▶ [Your instructions]: The records below must be copied out completely and exactly.

▶ [Listed entries]:
====

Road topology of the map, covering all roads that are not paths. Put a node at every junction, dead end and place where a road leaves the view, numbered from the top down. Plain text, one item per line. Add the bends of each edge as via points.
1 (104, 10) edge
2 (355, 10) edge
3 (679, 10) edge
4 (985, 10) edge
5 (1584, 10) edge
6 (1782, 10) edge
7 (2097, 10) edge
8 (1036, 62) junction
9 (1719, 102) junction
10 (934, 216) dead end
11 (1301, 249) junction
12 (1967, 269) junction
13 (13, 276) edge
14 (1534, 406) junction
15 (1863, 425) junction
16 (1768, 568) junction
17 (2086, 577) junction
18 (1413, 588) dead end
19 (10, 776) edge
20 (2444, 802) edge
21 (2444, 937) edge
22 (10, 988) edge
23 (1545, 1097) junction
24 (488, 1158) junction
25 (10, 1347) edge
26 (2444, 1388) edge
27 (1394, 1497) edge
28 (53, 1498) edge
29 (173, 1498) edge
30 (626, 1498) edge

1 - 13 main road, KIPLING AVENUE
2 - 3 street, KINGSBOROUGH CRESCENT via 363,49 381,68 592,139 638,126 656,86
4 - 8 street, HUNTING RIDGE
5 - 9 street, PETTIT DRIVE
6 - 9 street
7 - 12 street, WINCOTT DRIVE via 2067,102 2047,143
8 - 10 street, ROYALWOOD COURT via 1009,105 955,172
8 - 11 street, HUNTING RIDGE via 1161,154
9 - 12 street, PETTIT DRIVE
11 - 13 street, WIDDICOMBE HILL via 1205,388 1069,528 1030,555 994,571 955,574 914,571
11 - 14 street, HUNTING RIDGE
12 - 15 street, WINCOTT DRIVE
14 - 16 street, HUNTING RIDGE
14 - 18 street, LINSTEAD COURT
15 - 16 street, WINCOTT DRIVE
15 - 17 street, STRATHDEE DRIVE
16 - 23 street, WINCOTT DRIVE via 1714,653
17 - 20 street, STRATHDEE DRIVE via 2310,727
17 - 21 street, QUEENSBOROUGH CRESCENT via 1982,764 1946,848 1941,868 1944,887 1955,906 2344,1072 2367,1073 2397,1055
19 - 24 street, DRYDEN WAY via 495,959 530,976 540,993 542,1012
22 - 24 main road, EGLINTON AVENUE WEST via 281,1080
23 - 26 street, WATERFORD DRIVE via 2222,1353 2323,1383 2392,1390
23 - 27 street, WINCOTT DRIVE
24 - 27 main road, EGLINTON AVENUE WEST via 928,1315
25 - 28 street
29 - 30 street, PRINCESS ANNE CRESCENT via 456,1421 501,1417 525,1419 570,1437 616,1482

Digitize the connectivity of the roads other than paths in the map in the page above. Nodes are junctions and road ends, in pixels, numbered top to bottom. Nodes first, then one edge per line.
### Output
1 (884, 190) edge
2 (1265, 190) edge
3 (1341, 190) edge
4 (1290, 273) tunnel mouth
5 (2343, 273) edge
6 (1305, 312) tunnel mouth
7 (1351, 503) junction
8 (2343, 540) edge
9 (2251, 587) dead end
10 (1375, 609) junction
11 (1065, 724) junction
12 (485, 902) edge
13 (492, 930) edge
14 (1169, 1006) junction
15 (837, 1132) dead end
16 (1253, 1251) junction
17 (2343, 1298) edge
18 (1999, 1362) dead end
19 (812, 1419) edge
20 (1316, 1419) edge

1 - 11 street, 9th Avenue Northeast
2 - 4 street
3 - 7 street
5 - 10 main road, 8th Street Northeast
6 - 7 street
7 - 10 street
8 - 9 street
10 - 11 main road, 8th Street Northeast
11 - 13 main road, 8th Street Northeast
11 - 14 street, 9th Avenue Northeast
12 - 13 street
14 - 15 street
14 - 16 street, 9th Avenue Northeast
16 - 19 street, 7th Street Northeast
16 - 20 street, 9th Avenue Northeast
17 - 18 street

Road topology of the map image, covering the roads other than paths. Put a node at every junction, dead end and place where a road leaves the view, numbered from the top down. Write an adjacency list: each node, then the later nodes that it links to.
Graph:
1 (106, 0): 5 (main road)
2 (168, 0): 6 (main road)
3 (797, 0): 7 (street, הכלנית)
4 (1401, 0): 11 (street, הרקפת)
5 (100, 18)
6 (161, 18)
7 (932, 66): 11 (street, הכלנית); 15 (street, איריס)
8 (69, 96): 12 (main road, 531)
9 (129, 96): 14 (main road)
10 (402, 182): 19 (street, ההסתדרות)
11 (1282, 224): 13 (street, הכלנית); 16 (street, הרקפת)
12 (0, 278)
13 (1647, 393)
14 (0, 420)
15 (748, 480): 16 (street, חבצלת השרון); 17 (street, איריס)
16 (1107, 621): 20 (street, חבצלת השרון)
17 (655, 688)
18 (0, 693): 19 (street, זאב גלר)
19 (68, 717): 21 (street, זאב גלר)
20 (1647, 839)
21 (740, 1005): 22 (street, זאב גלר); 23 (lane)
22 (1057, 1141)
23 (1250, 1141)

====

▶ [Response to this exercise]:
Road topology of the map, covering all roads that are not paths. Put a node at every junction, dead end and place where a road leaves the view, numbered from the top down. Plain text, one item per line. Add the bends of each edge as via points.
1 (104, 10) edge
2 (355, 10) edge
3 (679, 10) edge
4 (985, 10) edge
5 (1584, 10) edge
6 (1782, 10) edge
7 (2097, 10) edge
8 (1036, 62) junction
9 (1719, 102) junction
10 (934, 216) dead end
11 (1301, 249) junction
12 (1967, 269) junction
13 (13, 276) edge
14 (1534, 406) junction
15 (1863, 425) junction
16 (1768, 568) junction
17 (2086, 577) junction
18 (1413, 588) dead end
19 (10, 776) edge
20 (2444, 802) edge
21 (2444, 937) edge
22 (10, 988) edge
23 (1545, 1097) junction
24 (488, 1158) junction
25 (10, 1347) edge
26 (2444, 1388) edge
27 (1394, 1497) edge
28 (53, 1498) edge
29 (173, 1498) edge
30 (626, 1498) edge

1 - 13 main road, KIPLING AVENUE
2 - 3 street, KINGSBOROUGH CRESCENT via 363,49 381,68 592,139 638,126 656,86
4 - 8 street, HUNTING RIDGE
5 - 9 street, PETTIT DRIVE
6 - 9 street
7 - 12 street, WINCOTT DRIVE via 2067,102 2047,143
8 - 10 street, ROYALWOOD COURT via 1009,105 955,172
8 - 11 street, HUNTING RIDGE via 1161,154
9 - 12 street, PETTIT DRIVE
11 - 13 street, WIDDICOMBE HILL via 1205,388 1069,528 1030,555 994,571 955,574 914,571
11 - 14 street, HUNTING RIDGE
12 - 15 street, WINCOTT DRIVE
14 - 16 street, HUNTING RIDGE
14 - 18 street, LINSTEAD COURT
15 - 16 street, WINCOTT DRIVE
15 - 17 street, STRATHDEE DRIVE
16 - 23 street, WINCOTT DRIVE via 1714,653
17 - 20 street, STRATHDEE DRIVE via 2310,727
17 - 21 street, QUEENSBOROUGH CRESCENT via 1982,764 1946,848 1941,868 1944,887 1955,906 2344,1072 2367,1073 2397,1055
19 - 24 street, DRYDEN WAY via 495,959 530,976 540,993 542,1012
22 - 24 main road, EGLINTON AVENUE WEST via 281,1080
23 - 26 street, WATERFORD DRIVE via 2222,1353 2323,1383 2392,1390
23 - 27 street, WINCOTT DRIVE
24 - 27 main road, EGLINTON AVENUE WEST via 928,1315
25 - 28 street
29 - 30 street, PRINCESS ANNE CRESCENT via 456,1421 501,1417 525,1419 570,1437 616,1482

Digitize the connectivity of the roads other than paths in the map in the page above. Nodes are junctions and road ends, in pixels, numbered top to bottom. Nodes first, then one edge per line.
### Output
1 (884, 190) edge
2 (1265, 190) edge
3 (1341, 190) edge
4 (1290, 273) tunnel mouth
5 (2343, 273) edge
6 (1305, 312) tunnel mouth
7 (1351, 503) junction
8 (2343, 540) edge
9 (2251, 587) dead end
10 (1375, 609) junction
11 (1065, 724) junction
12 (485, 902) edge
13 (492, 930) edge
14 (1169, 1006) junction
15 (837, 1132) dead end
16 (1253, 1251) junction
17 (2343, 1298) edge
18 (1999, 1362) dead end
19 (812, 1419) edge
20 (1316, 1419) edge

1 - 11 street, 9th Avenue Northeast
2 - 4 street
3 - 7 street
5 - 10 main road, 8th Street Northeast
6 - 7 street
7 - 10 street
8 - 9 street
10 - 11 main road, 8th Street Northeast
11 - 13 main road, 8th Street Northeast
11 - 14 street, 9th Avenue Northeast
12 - 13 street
14 - 15 street
14 - 16 street, 9th Avenue Northeast
16 - 19 street, 7th Street Northeast
16 - 20 street, 9th Avenue Northeast
17 - 18 street

Road topology of the map image, covering the roads other than paths. Put a node at every junction, dead end and place where a road leaves the view, numbered from the top down. Write an adjacency list: each node, then the later nodes that it links to.
Graph:
1 (106, 0): 5 (main road)
2 (168, 0): 6 (main road)
3 (797, 0): 7 (street, הכלנית)
4 (1401, 0): 11 (street, הרקפת)
5 (100, 18)
6 (161, 18)
7 (932, 66): 11 (street, הכלנית); 15 (street, איריס)
8 (69, 96): 12 (main road, 531)
9 (129, 96): 14 (main road)
10 (402, 182): 19 (street, ההסתדרות)
11 (1282, 224): 13 (street, הכלנית); 16 (street, הרקפת)
12 (0, 278)
13 (1647, 393)
14 (0, 420)
15 (748, 480): 16 (street, חבצלת השרון); 17 (street, איריס)
16 (1107, 621): 20 (street, חבצלת השרון)
17 (655, 688)
18 (0, 693): 19 (street, זאב גלר)
19 (68, 717): 21 (street, זאב גלר)
20 (1647, 839)
21 (740, 1005): 22 (street, זאב גלר); 23 (lane)
22 (1057, 1141)
23 (1250, 1141)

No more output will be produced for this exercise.